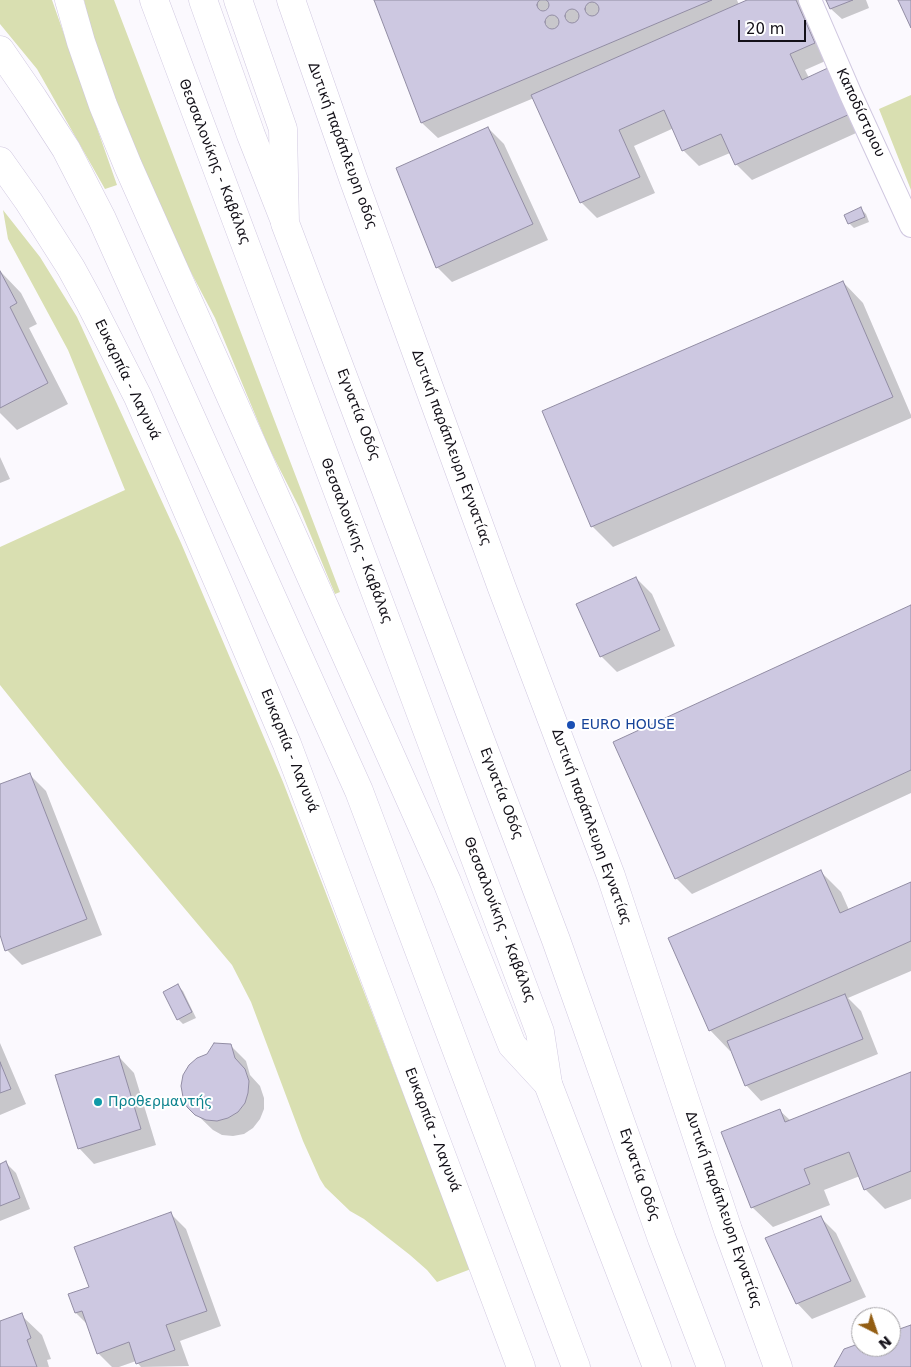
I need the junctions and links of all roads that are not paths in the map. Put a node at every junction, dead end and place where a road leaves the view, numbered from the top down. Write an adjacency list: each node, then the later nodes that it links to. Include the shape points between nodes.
1 (69, 0): 12 (main road, via 100,96 128,166 447,882 512,1045)
2 (154, 0): 12 (main road, Θεσσαλονίκης - Καβάλας, via 540,1032)
3 (203, 0): 9 (main road)
4 (238, 0): 9 (main road, via 283,129)
5 (290, 0): 11 (main road, Δυτική παράπλευρη οδός)
6 (810, 0): 10 (street, Καποδίστριου)
7 (0, 50): 14 (main road, via 66,149 102,219 359,791)
8 (0, 161): 13 (main road, Ευκαρπία - Λαγυνά, via 71,268 89,301 138,397 223,593 290,753)
9 (285, 223): 16 (main road, Εγνατία Οδός, via 556,940)
10 (911, 226)
11 (394, 292): 17 (main road, Δυτική παράπλευρη Εγνατίας, via 611,876 728,1230)
12 (548, 1084): 15 (main road)
13 (521, 1367)
14 (576, 1367)
15 (657, 1367)
16 (711, 1367)
17 (778, 1367)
-----
_Aim of the task_. In this exercise, set down all of the data exactly, without the pictures.

_Expected answer_.
I need the junctions and links of all roads that are not paths in the map. Put a node at every junction, dead end and place where a road leaves the view, numbered from the top down. Write an adjacency list: each node, then the later nodes that it links to. Include the shape points between nodes.
1 (69, 0): 12 (main road, via 100,96 128,166 447,882 512,1045)
2 (154, 0): 12 (main road, Θεσσαλονίκης - Καβάλας, via 540,1032)
3 (203, 0): 9 (main road)
4 (238, 0): 9 (main road, via 283,129)
5 (290, 0): 11 (main road, Δυτική παράπλευρη οδός)
6 (810, 0): 10 (street, Καποδίστριου)
7 (0, 50): 14 (main road, via 66,149 102,219 359,791)
8 (0, 161): 13 (main road, Ευκαρπία - Λαγυνά, via 71,268 89,301 138,397 223,593 290,753)
9 (285, 223): 16 (main road, Εγνατία Οδός, via 556,940)
10 (911, 226)
11 (394, 292): 17 (main road, Δυτική παράπλευρη Εγνατίας, via 611,876 728,1230)
12 (548, 1084): 15 (main road)
13 (521, 1367)
14 (576, 1367)
15 (657, 1367)
16 (711, 1367)
17 (778, 1367)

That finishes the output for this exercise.